In December 1941, the Bethlehem Shipbuilding Company started to build a shipyard on 150 acres of land at Hewitts Cove in Hingham. By June 1942, the first ship, a destroyer escort, was completed and launched from the Bethlehem-Hingham Shipyard. The Shipyard built 132 destroyer escorts before turning to the construction of tank landing ships in 1944.
This photo shows LST-1077, one of the last of the 165 tank landing ships launched from Hingham in 1944 and 1945. It is making its way out to sea–perhaps near Hull Gut–guided by the tug “Venus,” on April 19, 1945.
LST-1077 only arrived in time for the tail end of World War II, entering Pearl Harbor on July 19, 1945 and remaining there until August 29, 1945, when she ferried U.S. troops to Japan for the post-war occupation. In the Korean War, she served the Pacific Fleet from 1950 through 1955. In that year, she was finally given a name—the U.S.S. Park County.
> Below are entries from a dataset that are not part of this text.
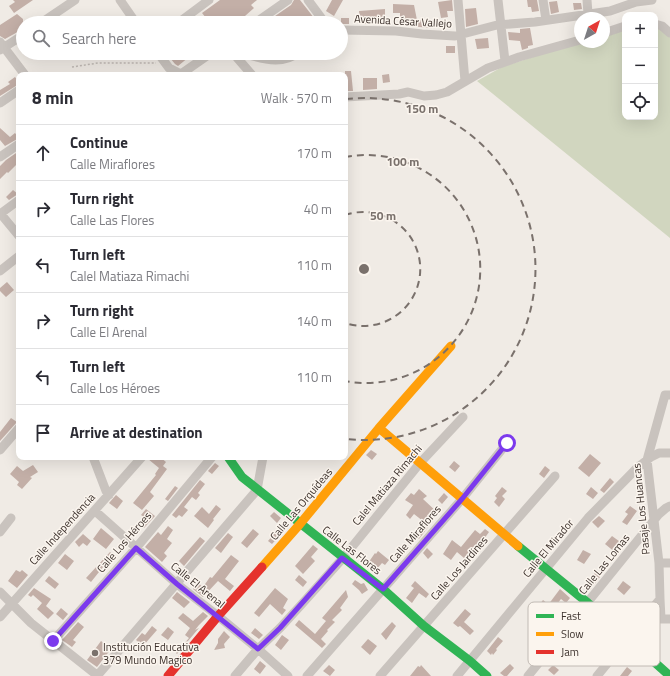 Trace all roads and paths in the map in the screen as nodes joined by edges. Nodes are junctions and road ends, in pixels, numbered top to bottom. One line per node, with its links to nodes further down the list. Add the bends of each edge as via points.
1 (75, 0): 14 (street)
2 (120, 0): 15 (street)
3 (209, 0): 16 (street)
4 (288, 0): 17 (street)
5 (308, 0): 18 (street)
6 (458, 0): 27 (street)
7 (498, 0): 21 (street)
8 (543, 0): 20 (street)
9 (587, 0): 12 (street)
10 (652, 0): 11 (street, Avenida César Vallejo)
11 (636, 1): 13 (street, Avenida César Vallejo)
12 (588, 12)
13 (603, 12)
14 (51, 16)
15 (131, 16)
16 (187, 16)
17 (265, 16)
18 (319, 16)
19 (574, 16): 20 (street, Avenida César Vallejo)
20 (546, 20): 21 (street, Avenida César Vallejo)
21 (501, 24): 27 (street, Avenida César Vallejo); 34 (street)
22 (658, 25): 26 (street)
23 (622, 27): 25 (street)
24 (348, 30): 27 (street, Avenida César Vallejo, via 450,36)
25 (610, 31)
26 (670, 33)
27 (461, 34): 41 (street)
28 (16, 38): 30 (street)
29 (574, 42): 34 (street)
30 (1, 46): 37 (street)
31 (163, 60): 36 (street)
32 (201, 60): 39 (street)
33 (239, 60): 40 (street)
34 (505, 62): 41 (street)
35 (72, 68): 36 (path, via 98,63 161,63)
36 (169, 68): 38 (street)
37 (23, 72)
38 (177, 72)
39 (184, 72)
40 (249, 72)
41 (465, 81): 43 (street, via 447,92 430,96 408,92)
42 (16, 92): 44 (street)
43 (348, 97)
44 (0, 104)
45 (16, 146): 46 (street)
46 (0, 157)
47 (16, 202): 48 (street)
48 (0, 214): 49 (street)
49 (16, 233)
50 (16, 258): 51 (street)
51 (0, 271)
52 (451, 346): 55 (street, Calle Las Orquídeas)
53 (667, 395): 65 (street, Pasaje Los Huancas)
54 (463, 417): 66 (street, Calel Matiaza Rimachi)
55 (379, 428): 66 (street); 76 (street, Calle Las Orquídeas)
56 (16, 431): 58 (street)
57 (507, 443): 70 (street, Calle Miraflores)
58 (0, 450)
59 (670, 453): 65 (street, Calle El Mirador, via 659,453)
60 (94, 460): 69 (street)
61 (139, 460): 69 (street, Calle Independencia)
62 (209, 460): 79 (street, Calle Los Héroes)
63 (230, 460): 68 (street, Calle Las Flores, via 242,477)
64 (263, 460): 68 (street)
65 (647, 460): 71 (street, Pasaje Los Huancas); 83 (street, Calle El Mirador, via 588,518)
66 (420, 463): 70 (street); 80 (street, Calel Matiaza Rimachi)
67 (555, 476): 78 (street, Calle Los Jardines)
68 (258, 490): 76 (street, Calle Las Flores); 84 (street)
69 (109, 495): 73 (street, Calle Independencia)
70 (462, 499): 78 (street); 85 (street, Calle Miraflores)
71 (652, 507): 72 (street); 75 (street, Pasaje Los Huancas)
72 (668, 507): 75 (street, Calle Las Lomas)
73 (95, 510): 79 (street, Calle El Arenal); 91 (street, Calle Independencia)
74 (11, 518): 77 (street)
75 (654, 521): 82 (street, Pasaje Los Huancas); 89 (street, Calle Las Lomas)
76 (300, 524): 80 (street, Calle Las Flores); 92 (street, Calle Las Orquídeas)
77 (0, 532)
78 (504, 535): 83 (street); 95 (street, Calle Los Jardines)
79 (136, 548): 84 (street, Calle El Arenal); 96 (street, Calle Los Héroes)
80 (342, 558): 85 (street, Calle Las Flores); 97 (street, Calel Matiaza Rimachi)
81 (670, 562): 82 (street)
82 (659, 563): 87 (street, Pasaje Los Huancas)
83 (546, 568): 88 (street); 98 (street, Calle El Mirador)
84 (177, 584): 92 (street, Calle El Arenal); 102 (street)
85 (383, 589): 95 (street, Calle Las Flores); 106 (street, Calle Miraflores)
86 (0, 592): 91 (street)
87 (660, 599): 90 (street); 94 (street, Pasaje Los Huancas, via 661,619)
88 (587, 602)
89 (589, 602)
90 (658, 602)
91 (12, 603): 93 (street, Calle Independencia); 96 (street)
92 (218, 616): 97 (street, Calle El Arenal); 103 (street, Calle Las Orquídeas)
93 (0, 617)
94 (670, 619)
95 (424, 626): 98 (street, Calle Las Flores); 107 (street, Calle Los Jardines)
96 (53, 641): 102 (street)
97 (258, 649): 104 (street, Calel Matiaza Rimachi); 105 (street, Calle El Arenal)
98 (470, 661): 108 (street, Calle El Mirador); 109 (street, Calle Las Flores)
99 (536, 666): 110 (street, Calle Las Lomas)
100 (605, 666): 111 (street)
101 (659, 666): 112 (street)
102 (97, 676)
103 (168, 676)
104 (235, 676)
105 (288, 676)
106 (307, 676)
107 (380, 676)
108 (458, 676)
109 (487, 676)
110 (528, 676)
111 (597, 676)
112 (670, 676) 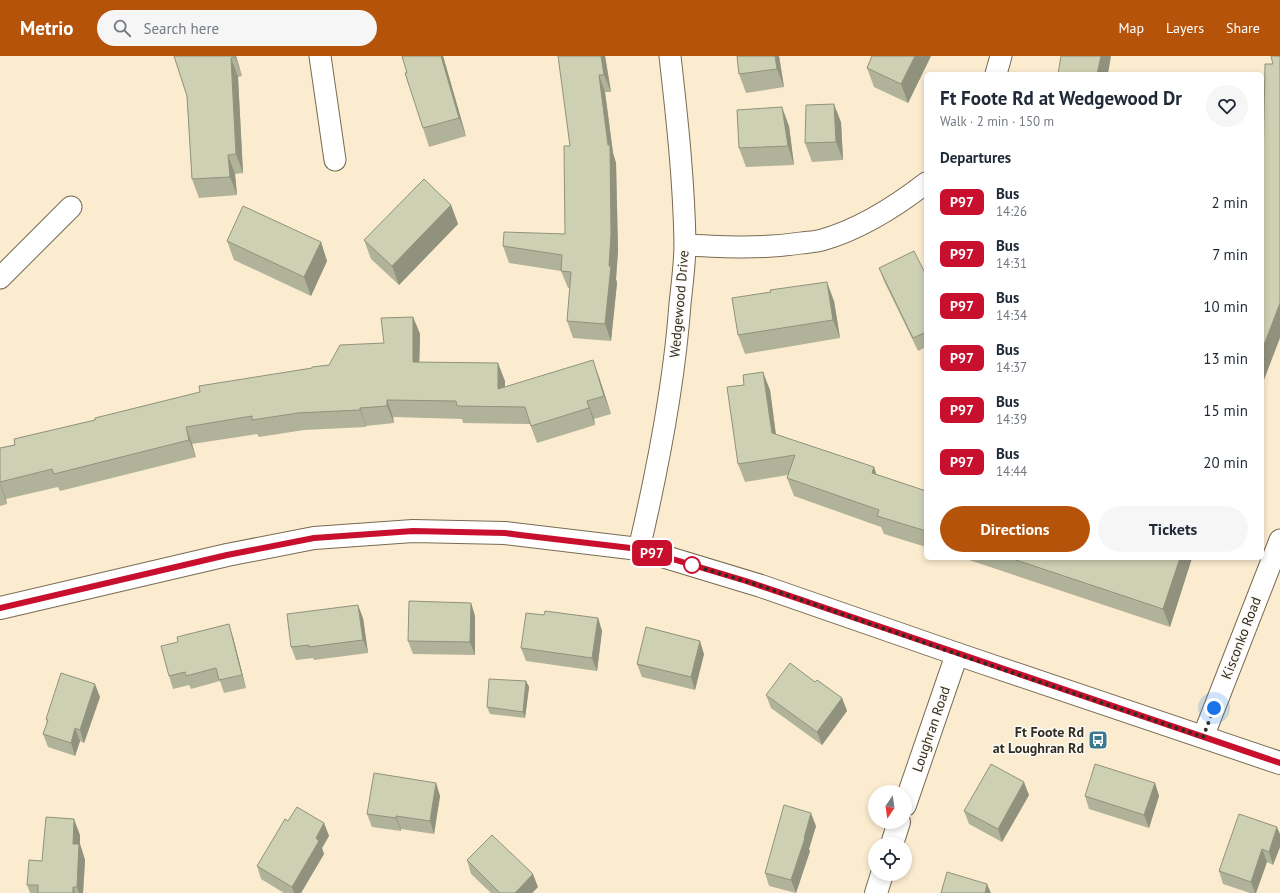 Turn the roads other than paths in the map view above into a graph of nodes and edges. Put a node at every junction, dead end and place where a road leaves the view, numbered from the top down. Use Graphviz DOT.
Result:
graph roads {
  1 [pos="320,56"];
  2 [pos="670,56"];
  3 [pos="1001,56"];
  4 [pos="997,72"];
  5 [pos="335,160"];
  6 [pos="924,185"];
  7 [pos="71,206"];
  8 [pos="685,245"];
  9 [pos="0,278"];
  10 [pos="1280,540"];
  11 [pos="639,549"];
  12 [pos="0,608"];
  13 [pos="957,654"];
  14 [pos="1203,737"];
  15 [pos="1280,763"];
  16 [pos="912,785"];
  17 [pos="880,881"];
  18 [pos="876,893"];
  1 -- 5 [label="street"];
  2 -- 8 [label="street, Wedgewood Drive"];
  3 -- 4 [label="street"];
  6 -- 8 [label="street"];
  7 -- 9 [label="street"];
  8 -- 11 [label="street, Wedgewood Drive"];
  10 -- 14 [label="street, Kisconko Road"];
  11 -- 12 [label="street"];
  11 -- 13 [label="street"];
  13 -- 14 [label="street"];
  13 -- 16 [label="street, Loughran Road"];
  14 -- 15 [label="street"];
  17 -- 18 [label="street"];
} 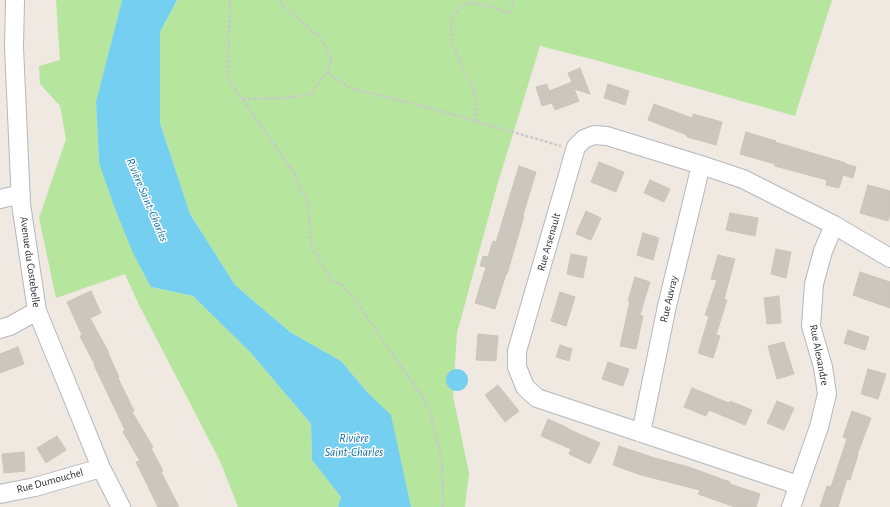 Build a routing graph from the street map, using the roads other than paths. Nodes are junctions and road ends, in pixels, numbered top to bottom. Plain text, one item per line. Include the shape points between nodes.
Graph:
1 (10, 9) edge
2 (701, 165) junction
3 (20, 194) junction
4 (0, 199) edge
5 (834, 225) junction
6 (890, 258) edge
7 (37, 311) junction
8 (0, 329) edge
9 (641, 433) junction
10 (101, 468) junction
11 (798, 485) junction
12 (0, 494) edge
13 (121, 507) edge
14 (791, 507) edge

1 - 3 street, Avenue du Costebelle
2 - 5 street via 743,179
2 - 9 street, Rue Auvray via 667,306
2 - 9 street, Rue Arsenault via 607,136 594,135 584,139 576,147 517,350 517,367 525,387 537,398
3 - 4 street
3 - 7 street, Avenue du Costebelle
5 - 6 street
5 - 11 street, Rue Alexandre via 823,251 814,284 811,326 823,367 827,394 819,427
7 - 8 street
7 - 10 street, Avenue du Costebelle
9 - 11 street, Rue Arsenault
10 - 12 street, Rue Dumouchel
10 - 13 street, Avenue du Costebelle
11 - 14 street, Rue Alexandre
After a substantial refit in 1965, the U.S.S. Park County supported the United States forces in Vietnam from 1966-1971. The Navy sold her to the Mexican government in 1978. Rechristened the A.R.M. Rio Panuco, she served the Mexican Navy as a landing ship.
At the end of her useful days, the Mexican Navy used LST-1077 as a target ship during military exercises. Her final service, then, is as an artificial reef off Mexico, where she provides a habitat for marine life.
Quite a journey, which all started at the Hingham Shipyard.